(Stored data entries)
——————

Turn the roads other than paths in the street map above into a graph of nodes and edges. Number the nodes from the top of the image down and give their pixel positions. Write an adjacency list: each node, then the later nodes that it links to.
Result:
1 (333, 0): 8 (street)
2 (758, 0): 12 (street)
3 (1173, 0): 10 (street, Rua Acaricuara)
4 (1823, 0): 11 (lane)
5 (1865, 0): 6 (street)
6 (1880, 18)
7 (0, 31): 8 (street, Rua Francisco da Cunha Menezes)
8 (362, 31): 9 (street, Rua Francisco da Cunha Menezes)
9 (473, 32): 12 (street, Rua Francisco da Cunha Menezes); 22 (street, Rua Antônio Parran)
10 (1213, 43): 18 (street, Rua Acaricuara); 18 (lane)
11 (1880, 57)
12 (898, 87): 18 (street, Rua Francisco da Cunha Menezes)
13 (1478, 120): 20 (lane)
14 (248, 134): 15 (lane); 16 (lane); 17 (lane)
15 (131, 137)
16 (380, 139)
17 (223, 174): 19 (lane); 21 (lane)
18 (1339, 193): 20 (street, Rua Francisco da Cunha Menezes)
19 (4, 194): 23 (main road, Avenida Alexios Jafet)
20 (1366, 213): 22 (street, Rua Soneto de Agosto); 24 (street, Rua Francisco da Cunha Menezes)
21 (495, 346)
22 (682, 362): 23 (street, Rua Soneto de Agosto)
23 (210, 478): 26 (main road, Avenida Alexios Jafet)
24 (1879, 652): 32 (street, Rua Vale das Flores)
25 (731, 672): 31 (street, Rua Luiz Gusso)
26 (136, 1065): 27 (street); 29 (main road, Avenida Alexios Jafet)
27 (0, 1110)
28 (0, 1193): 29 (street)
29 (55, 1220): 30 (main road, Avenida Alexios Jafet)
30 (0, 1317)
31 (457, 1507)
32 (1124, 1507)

——————

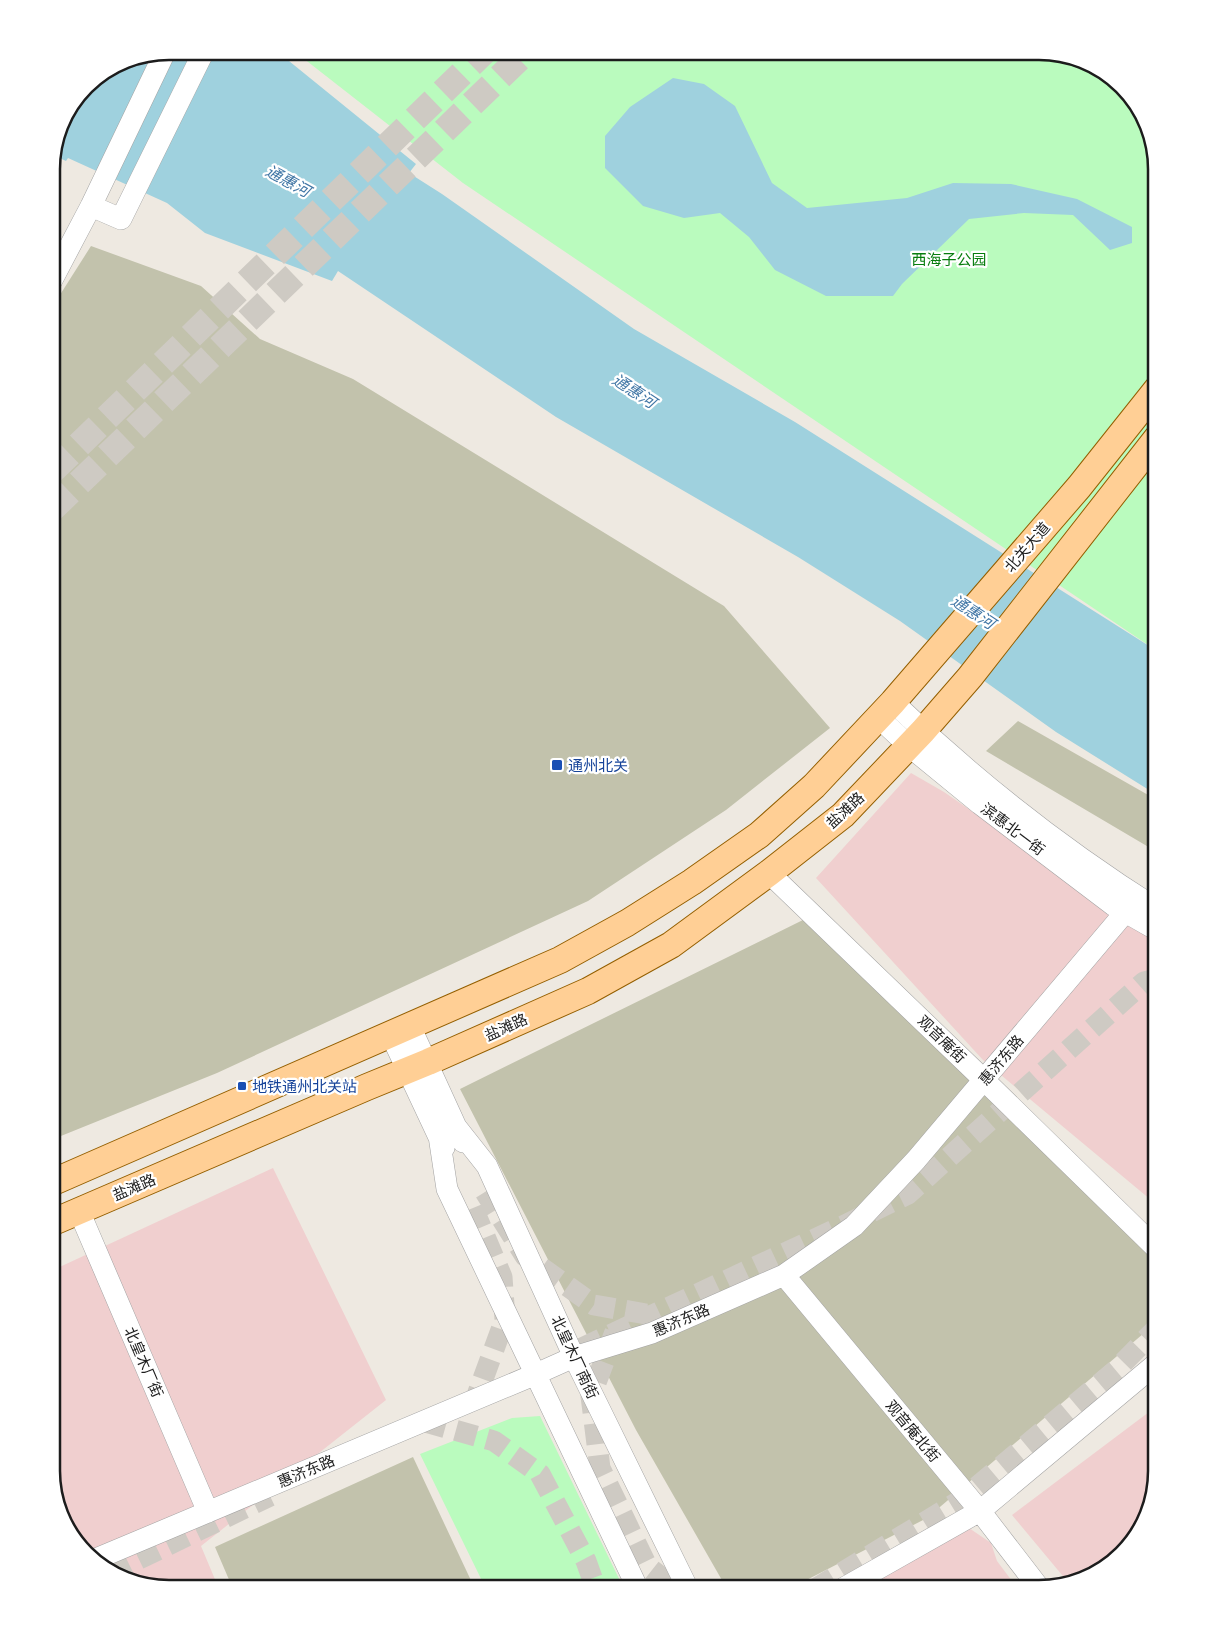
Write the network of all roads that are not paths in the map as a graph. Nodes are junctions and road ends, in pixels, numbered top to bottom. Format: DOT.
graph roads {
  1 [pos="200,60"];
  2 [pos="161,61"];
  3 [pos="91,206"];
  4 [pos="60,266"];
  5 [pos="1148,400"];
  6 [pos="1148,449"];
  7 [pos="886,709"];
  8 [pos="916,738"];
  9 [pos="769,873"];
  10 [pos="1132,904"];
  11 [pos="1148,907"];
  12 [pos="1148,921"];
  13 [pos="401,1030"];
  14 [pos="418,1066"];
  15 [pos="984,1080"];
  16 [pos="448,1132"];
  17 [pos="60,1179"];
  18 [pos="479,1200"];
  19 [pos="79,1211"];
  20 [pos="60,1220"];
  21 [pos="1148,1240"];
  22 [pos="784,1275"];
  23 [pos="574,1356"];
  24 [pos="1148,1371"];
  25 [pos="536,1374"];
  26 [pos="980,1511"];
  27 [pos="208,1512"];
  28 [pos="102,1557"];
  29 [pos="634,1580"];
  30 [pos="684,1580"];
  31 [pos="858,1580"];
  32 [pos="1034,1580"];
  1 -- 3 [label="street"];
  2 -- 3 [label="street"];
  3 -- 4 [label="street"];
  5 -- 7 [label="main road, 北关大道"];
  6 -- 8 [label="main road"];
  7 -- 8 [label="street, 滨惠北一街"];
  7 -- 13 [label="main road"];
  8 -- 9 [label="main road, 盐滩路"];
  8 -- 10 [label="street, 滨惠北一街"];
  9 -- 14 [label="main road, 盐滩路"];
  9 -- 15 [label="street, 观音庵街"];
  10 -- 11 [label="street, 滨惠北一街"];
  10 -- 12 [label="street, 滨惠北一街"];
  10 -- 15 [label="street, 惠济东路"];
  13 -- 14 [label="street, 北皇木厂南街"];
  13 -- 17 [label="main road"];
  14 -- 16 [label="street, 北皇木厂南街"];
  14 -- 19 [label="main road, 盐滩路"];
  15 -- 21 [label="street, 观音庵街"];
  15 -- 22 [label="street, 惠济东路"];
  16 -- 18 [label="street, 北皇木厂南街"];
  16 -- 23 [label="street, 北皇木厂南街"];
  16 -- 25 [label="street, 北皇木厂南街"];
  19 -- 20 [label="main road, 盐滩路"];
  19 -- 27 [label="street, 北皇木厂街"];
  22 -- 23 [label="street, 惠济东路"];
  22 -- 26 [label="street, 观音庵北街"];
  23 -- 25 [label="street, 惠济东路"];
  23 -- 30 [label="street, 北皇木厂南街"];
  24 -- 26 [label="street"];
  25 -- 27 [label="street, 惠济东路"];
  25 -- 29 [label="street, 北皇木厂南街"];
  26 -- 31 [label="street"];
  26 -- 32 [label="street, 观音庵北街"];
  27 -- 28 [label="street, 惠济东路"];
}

——————

▶ _Task prompt_:
Filter the lines above, keeping each one that contains the string "Francisco".

▶ _The completed task_:
7 (0, 31): 8 (street, Rua Francisco da Cunha Menezes)
8 (362, 31): 9 (street, Rua Francisco da Cunha Menezes)
9 (473, 32): 12 (street, Rua Francisco da Cunha Menezes); 22 (street, Rua Antônio Parran)
12 (898, 87): 18 (street, Rua Francisco da Cunha Menezes)
18 (1339, 193): 20 (street, Rua Francisco da Cunha Menezes)
20 (1366, 213): 22 (street, Rua Soneto de Agosto); 24 (street, Rua Francisco da Cunha Menezes)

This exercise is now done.